Food contamination as a pathway for lead exposure in children during the 2010–2013 lead poisoning epidemic in Zamfara, Nigeria


Simba Tirima , Casey Bartrem , Ian von Lindern , Margrit von Braun , Douglas Lind , Shehu Mohamed Anka , Aishat Abdullahi

DOI:10.1016/j.jes.2017.09.007

Received December 03, 2016,Revised , Accepted September 13, 2017, Available online September 23, 2017

Volume 67,2018,Pages 260-272

In 2010, an estimated 400 to 500 children died of acute lead poisoning associated with artisanal gold mining in Zamfara, Nigeria. Processing of gold ores containing up to 10% lead within residential compounds put residents, especially children, at the highest risk.
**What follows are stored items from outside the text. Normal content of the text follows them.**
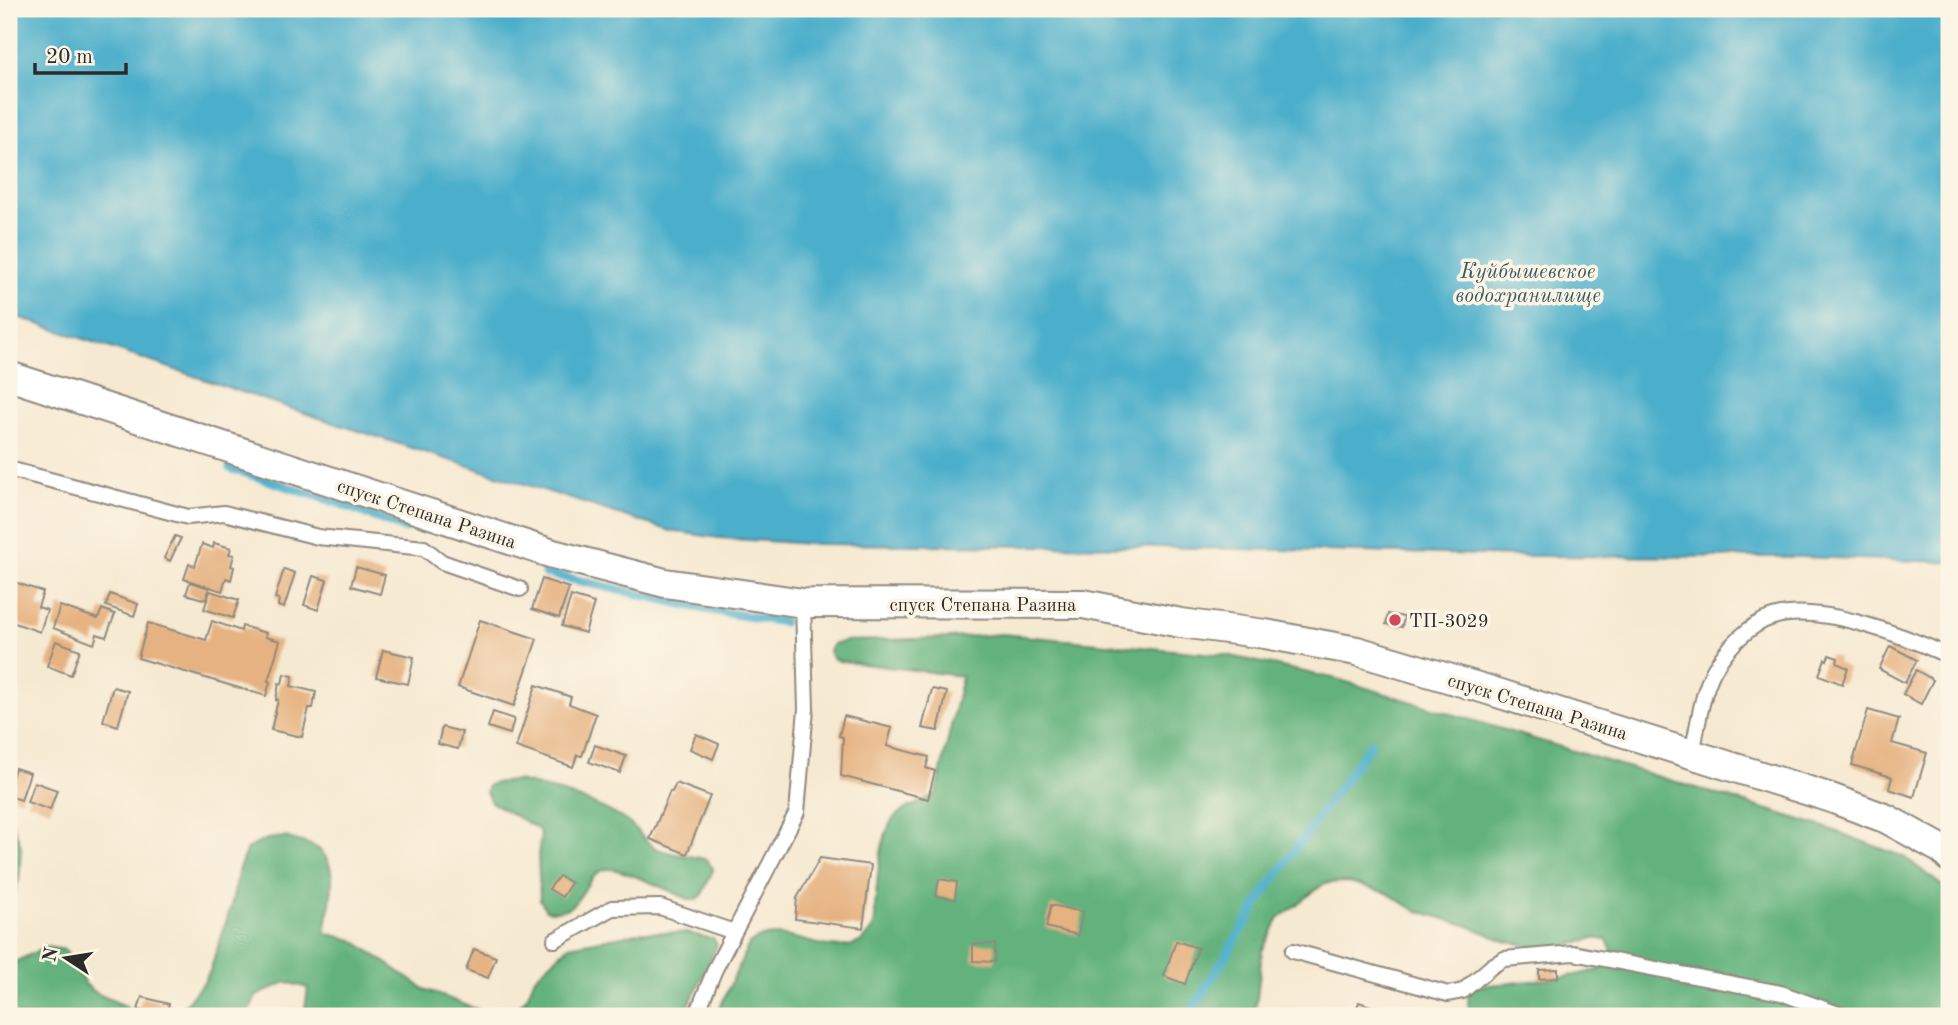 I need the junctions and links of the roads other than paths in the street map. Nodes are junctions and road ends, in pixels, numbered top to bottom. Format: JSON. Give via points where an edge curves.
{"nodes":[{"id":1,"x":9,"y":376,"type":"edge"},
{"id":2,"x":9,"y":468,"type":"edge"},
{"id":3,"x":520,"y":589,"type":"dead end"},
{"id":4,"x":803,"y":603,"type":"junction"},
{"id":5,"x":1949,"y":656,"type":"edge"},
{"id":6,"x":1692,"y":754,"type":"junction"},
{"id":7,"x":1949,"y":857,"type":"edge"},
{"id":8,"x":734,"y":932,"type":"junction"},
{"id":9,"x":555,"y":940,"type":"dead end"},
{"id":10,"x":1293,"y":951,"type":"dead end"},
{"id":11,"x":696,"y":1016,"type":"edge"},
{"id":12,"x":1844,"y":1016,"type":"edge"}],
"edges":[{"from":1,"to":4,"type":"street","name":"спуск Степана Разина","via":[[553,554],[665,583]]},
{"from":2,"to":3,"type":"lane","via":[[188,517],[224,513],[318,537],[424,548],[442,562]]},
{"from":4,"to":6,"type":"street","name":"спуск Степана Разина","via":[[1083,604],[1265,634],[1357,651]]},
{"from":4,"to":8,"type":"lane","via":[[806,709],[797,812]]},
{"from":5,"to":6,"type":"lane","via":[[1897,633],[1828,617],[1787,613],[1769,618],[1752,627],[1714,670]]},
{"from":6,"to":7,"type":"street","name":"спуск Степана Разина","via":[[1886,819]]},
{"from":8,"to":9,"type":"lane","via":[[660,907],[612,908]]},
{"from":8,"to":11,"type":"lane"},
{"from":10,"to":12,"type":"lane","via":[[1448,994],[1464,991],[1504,959],[1573,953],[1781,993]]}]} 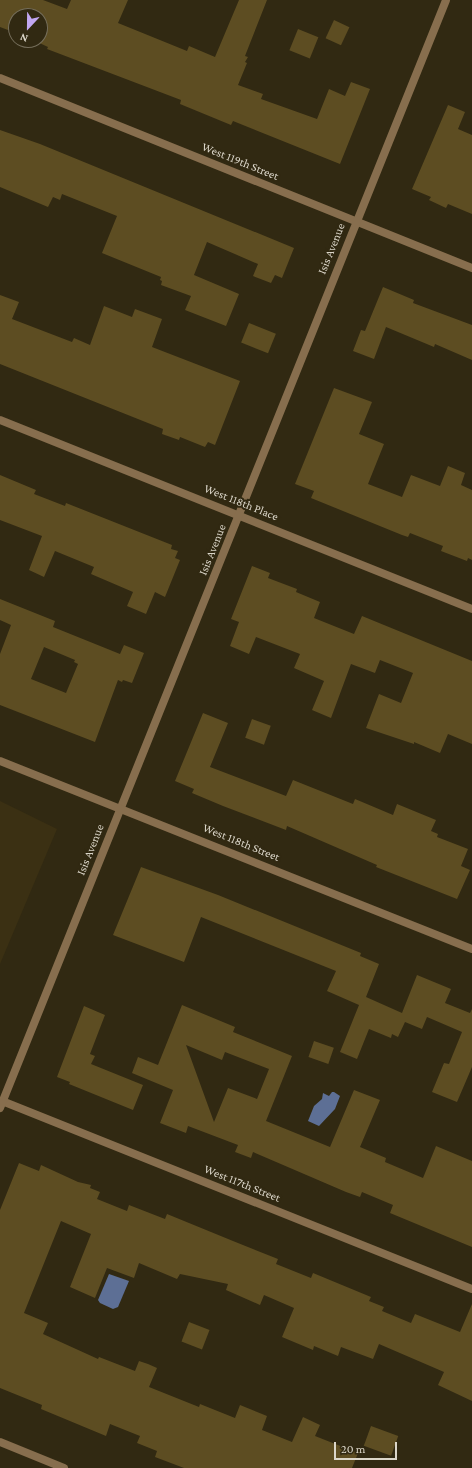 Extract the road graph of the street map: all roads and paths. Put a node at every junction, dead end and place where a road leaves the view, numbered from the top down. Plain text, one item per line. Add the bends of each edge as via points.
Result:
1 (446, 0) edge
2 (0, 78) edge
3 (356, 222) junction
4 (472, 268) edge
5 (0, 420) edge
6 (240, 516) junction
7 (472, 609) edge
8 (0, 761) edge
9 (120, 808) junction
10 (472, 949) edge
11 (1, 1105) edge
12 (472, 1289) edge
13 (0, 1442) edge
14 (64, 1468) edge

1 - 3 street, Isis Avenue
2 - 3 street, West 119th Street
3 - 4 street, West 119th Street
3 - 6 street, Isis Avenue
5 - 6 street, West 118th Place
6 - 7 street, West 118th Place
6 - 9 street, Isis Avenue
8 - 9 street, West 118th Street
9 - 10 street, West 118th Street
9 - 11 street, Isis Avenue
11 - 12 street, West 117th Street
13 - 14 street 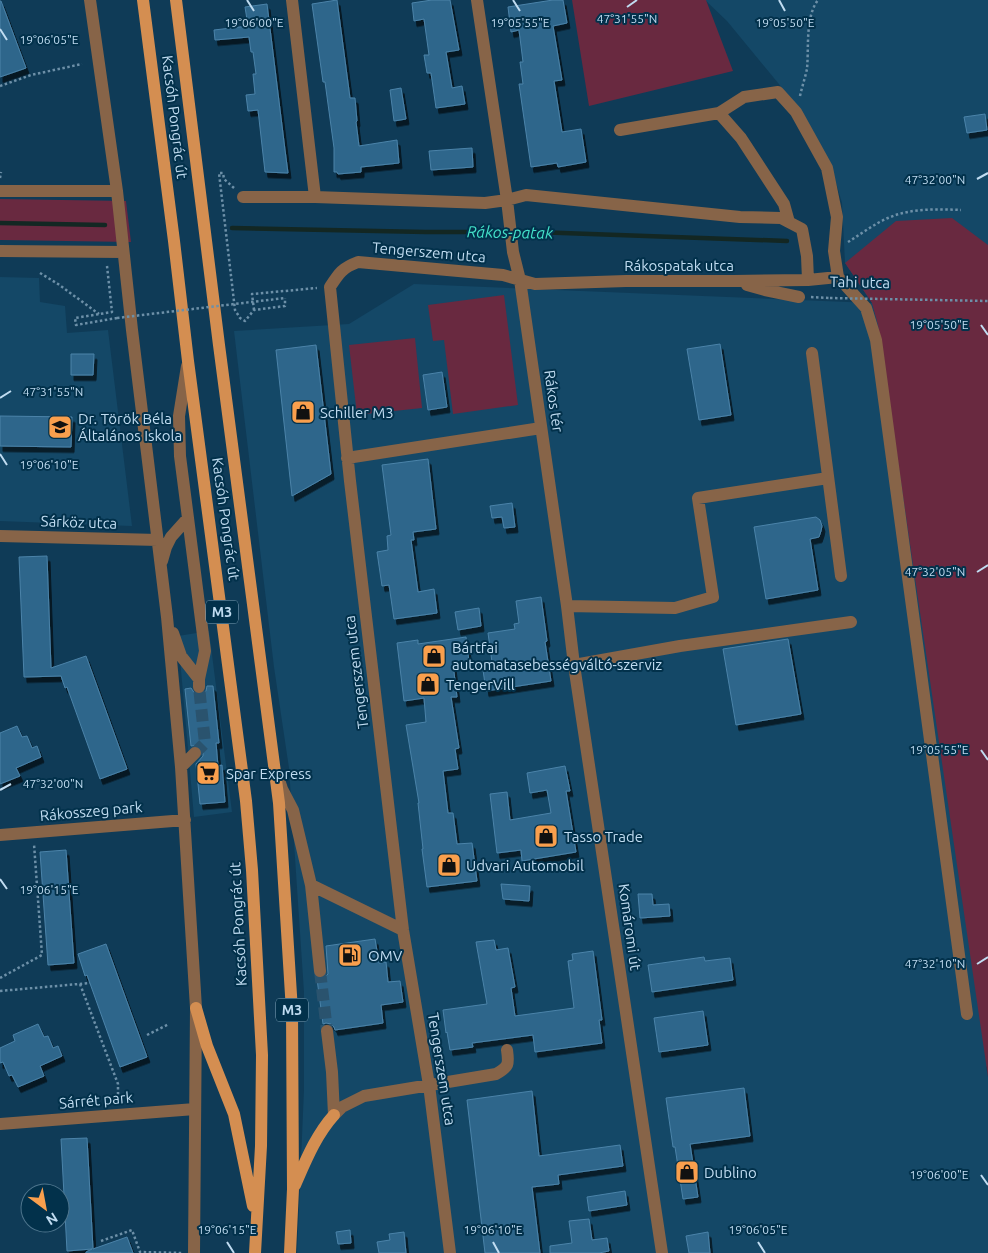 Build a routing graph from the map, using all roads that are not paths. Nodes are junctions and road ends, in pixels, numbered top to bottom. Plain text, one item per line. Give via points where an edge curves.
1 (90, 0) edge
2 (143, 0) edge
3 (176, 0) edge
4 (292, 0) edge
5 (477, 0) edge
6 (719, 113) junction
7 (620, 130) dead end
8 (0, 191) edge
9 (117, 191) junction
10 (243, 197) road end
11 (315, 198) junction
12 (507, 200) junction
13 (789, 222) junction
14 (0, 251) edge
15 (124, 252) junction
16 (838, 277) junction
17 (520, 280) junction
18 (808, 280) junction
19 (733, 282) junction
20 (799, 297) road end
21 (812, 353) dead end
22 (188, 361) junction
23 (541, 428) junction
24 (347, 458) junction
25 (828, 478) junction
26 (188, 518) junction
27 (0, 536) edge
28 (158, 540) junction
29 (161, 566) junction
30 (841, 576) dead end
31 (567, 606) junction
32 (167, 617) junction
33 (851, 622) dead end
34 (574, 666) junction
35 (195, 753) tunnel mouth
36 (181, 767) junction
37 (275, 768) junction
38 (184, 820) junction
39 (0, 834) edge
40 (311, 885) junction
41 (403, 930) junction
42 (320, 971) tunnel mouth
43 (196, 1008) junction
44 (967, 1014) dead end
45 (327, 1031) tunnel mouth
46 (508, 1050) dead end
47 (429, 1085) junction
48 (195, 1108) junction
49 (334, 1115) junction
50 (0, 1124) edge
51 (293, 1189) junction
52 (257, 1227) junction
53 (194, 1253) edge
54 (256, 1253) edge
55 (290, 1253) edge
56 (450, 1253) edge
57 (662, 1253) edge

1 - 9 street
2 - 22 main road, Kacsóh Pongrác út / M3
3 - 37 main road, Kacsóh Pongrác út / M3
4 - 11 street
5 - 12 street, Rákos tér
6 - 7 street
6 - 13 street via 747,146 784,204
6 - 16 street via 744,96 778,92 796,112 827,168 837,217 834,251
8 - 9 street
9 - 15 street
10 - 11 street
11 - 12 street via 485,203
12 - 13 street via 526,195 740,217 781,218
12 - 17 street, Rákos tér
13 - 18 street via 802,229
14 - 15 street
15 - 28 street
16 - 18 street, Rákospatak utca
16 - 44 street via 866,308 876,340
17 - 19 street, Rákospatak utca via 535,284
17 - 23 street, Rákos tér
17 - 24 street, Tengerszem utca via 503,275 358,262 346,266 338,274 330,287
18 - 19 street, Rákospatak utca
19 - 20 street
21 - 25 street
22 - 26 street via 180,416 180,456
22 - 52 main road, Kacsóh Pongrác út / M3 via 245,792 252,870 262,1055
23 - 24 street
23 - 31 street, Rákos tér
24 - 41 street, Tengerszem utca
25 - 30 street
25 - 31 street via 698,498 713,597 675,608
26 - 29 street via 171,538
26 - 32 street via 205,651 199,683 181,656
27 - 28 street, Sárköz utca
28 - 29 street
29 - 32 street
31 - 34 street, Komáromi út
32 - 36 street
33 - 34 street via 680,646
34 - 57 street, Komáromi út
35 - 36 street
36 - 38 street
37 - 40 street via 293,810
37 - 51 main road, Kacsóh Pongrác út / M3 via 292,1011
38 - 39 street, Rákosszeg park
38 - 43 street
40 - 41 street
40 - 42 street
41 - 47 street, Tengerszem utca
43 - 48 street
43 - 52 main road via 234,1114
45 - 49 street
46 - 47 street via 506,1069 496,1074
47 - 49 street via 364,1096
47 - 56 street, Tengerszem utca
48 - 50 street, Sárrét park
48 - 53 street
49 - 51 main road via 324,1125
51 - 55 main road, Kacsóh Pongrác út / M3
52 - 54 main road, Kacsóh Pongrác út / M3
Principal routes of exposure were incidental ingestion and inhalation of contaminated soil and dusts. Several Nigerian and international health organizations collaborated to reduce lead exposures through environmental remediation and medical treatment. The contribution of contaminated food to total lead exposure was assessed during the environmental health response. Objectives of this investigation were to assess the influence of cultural/dietary habits on lead exposure pathways and estimate the contribution of contaminated food to children's blood lead levels (BLLs). A survey of village dietary practices and staple food lead content was conducted to determine dietary composition, caloric intakes, and lead intake. Potential blood lead increments were estimated using bio-kinetic modeling techniques. Most dietary lead exposure was associated with contamination of staple cereal grains and legumes during post-harvest processing and preparation in contaminated homes. Average post-harvest and processed cereal grain lead levels were 0.32 mg/kg and 0.85 mg/kg dry weight, respectively. Age-specific food lead intake ranged from 7 to 78 μg/day. Lead ingestion and absorption were likely aggravated by the dusty environment, fasting between meals, and nutritional deficiencies. Contamination of staple cereal grains by highly bioavailable pulverized ores could account for as much as 11%–34% of children's BLLs during the epidemic, and were a continuing source after residential soil remediation until stored grain inventories were exhausted.